In the abstract, I actually sided with the Utah companies on this. Which is to say, I believe that they were providing a service and a separate product from the studios (namely, a player). The only one I hesitated to that about is CleanFlicks (which I will get to in a minute). While it was the case that ClearPlay was making money around the studios’ works, the same can be said for the makers of DVD players in general. DVD player producers have to pay all sorts of patents to make their product, but as far as I know they do not have to pay the studios themselves. It is considered mutually beneficial. I doubt that there is even a contract involved. There is, however, an argument that they waived any right to money when they produced a product specifically to be played in a DVD player. I am not sure why that waver would not also apply to a ClearPlay DVD player, however.

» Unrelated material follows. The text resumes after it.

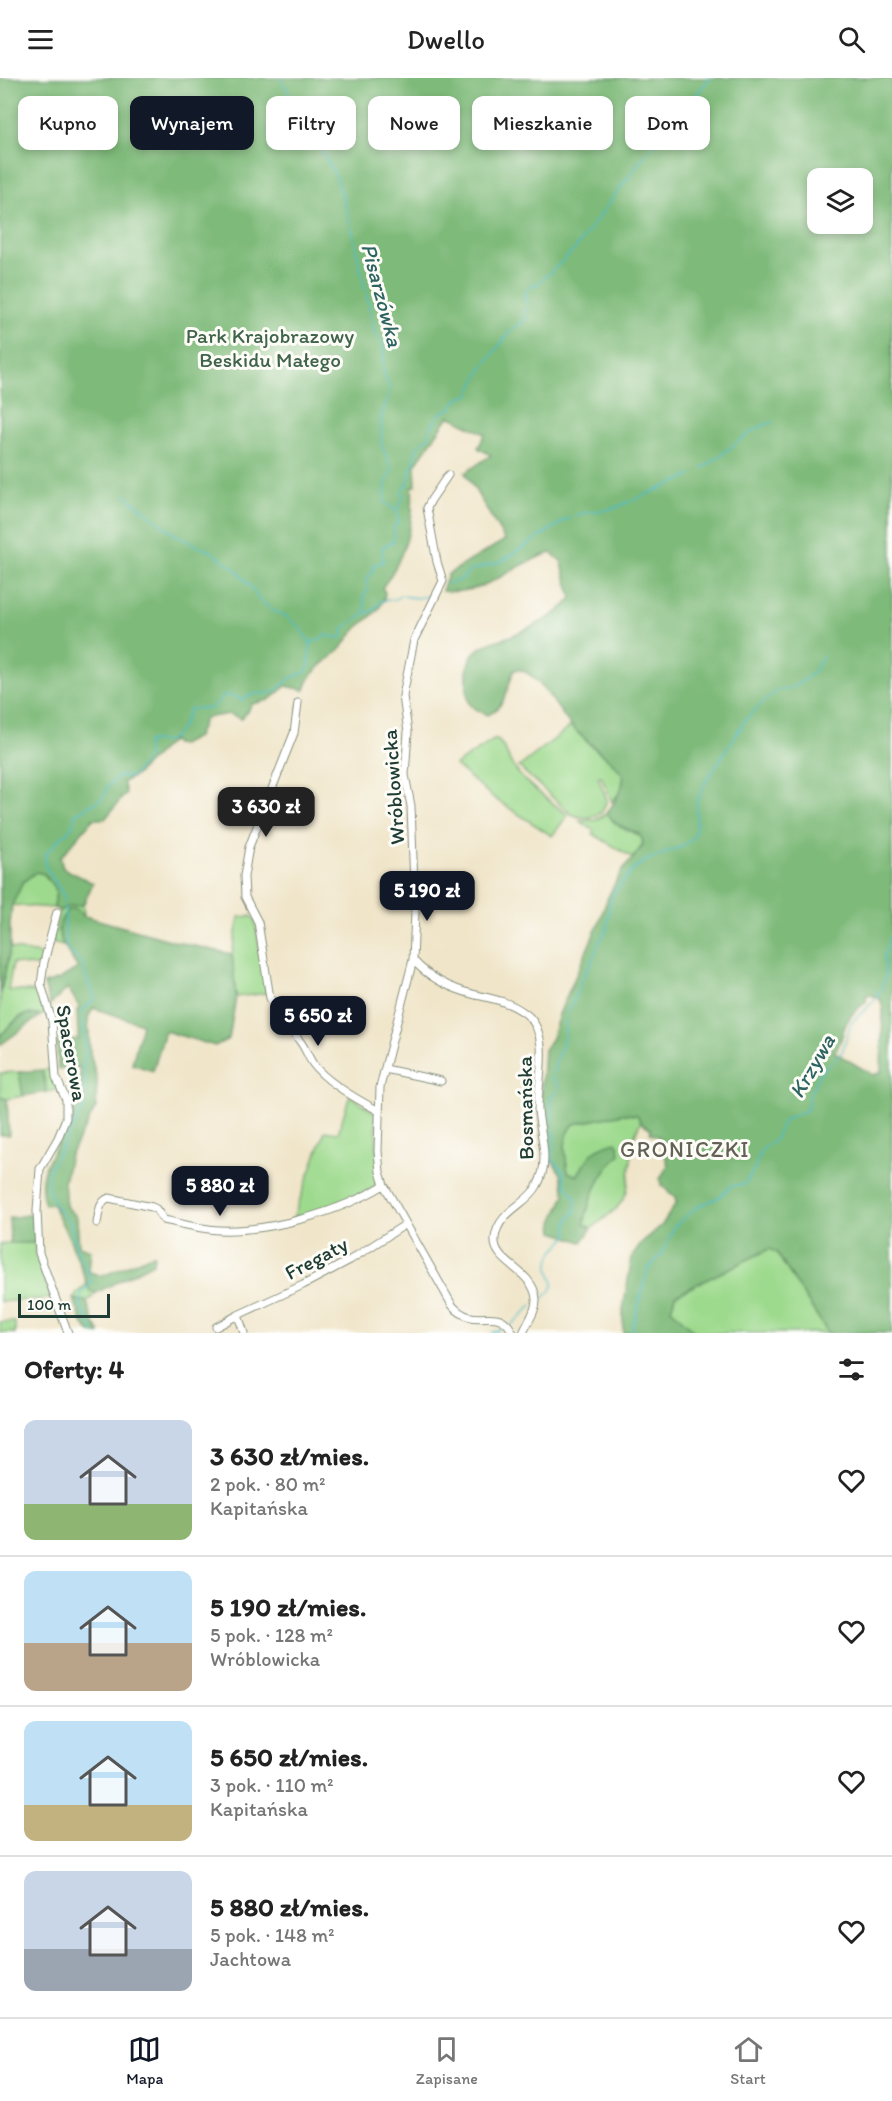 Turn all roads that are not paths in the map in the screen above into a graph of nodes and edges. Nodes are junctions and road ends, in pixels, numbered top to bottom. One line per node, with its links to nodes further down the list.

With CleanFlicks it is a bit different. They were selling a product with someone else’s trademark on it, that was mostly full of someone else’s material. And they were making a profit by doing so without any sort of contract with the studio. What I don’t fully know is the extent to which you have to have a contract with a studio in order to sell their product, so long as you paid full retail price for the original. I know this applies to individuals (they can’t prevent me from selling my old DVDs) and I’m not sure how it is different for corporations.

CleanFlicks’s major liability, however, should be the original artistic integrity argument. Since ClearPlay and ATC both required an affirmative step and both involve possessing or having possessed the original product, it can be safely assumed that the person who purchases CP’s or ATC’s services are aware that they are not getting the original product. Meanwhile, someone can stumble into CleanFlicks without really knowing what they’re getting. I’m not sure the degree of disclosure required, but that we even have to talk about it makes me understand where the studios are coming from. So I could go either way on this one.

I would support, I suppose, a disclosure requirement for ClearPlay and (if they still existed) ATC, not only to remind people that they are getting an altered product but also so that the clean-up editor gets appropriate credit for his work. As that is an artistic enterprise, I do believe such disclosure should be appropriate. But, as they often do, I felt that the studios simply went too far. Not only failing to offer a service that people clearly wanted, but preventing anyone else from doing so. And as far as the copyright argument goes, while yes ClearPlay gets money off the deal, not a penny is denied to the studios that is owed to the studios for the product they provided. Their argument, to me, has the stench of their common argument that they have a right to control what someone does with a product after they purchase it. I believe this is true insofar as preventing people from copying-and-distributing, but that’s about the extent of it.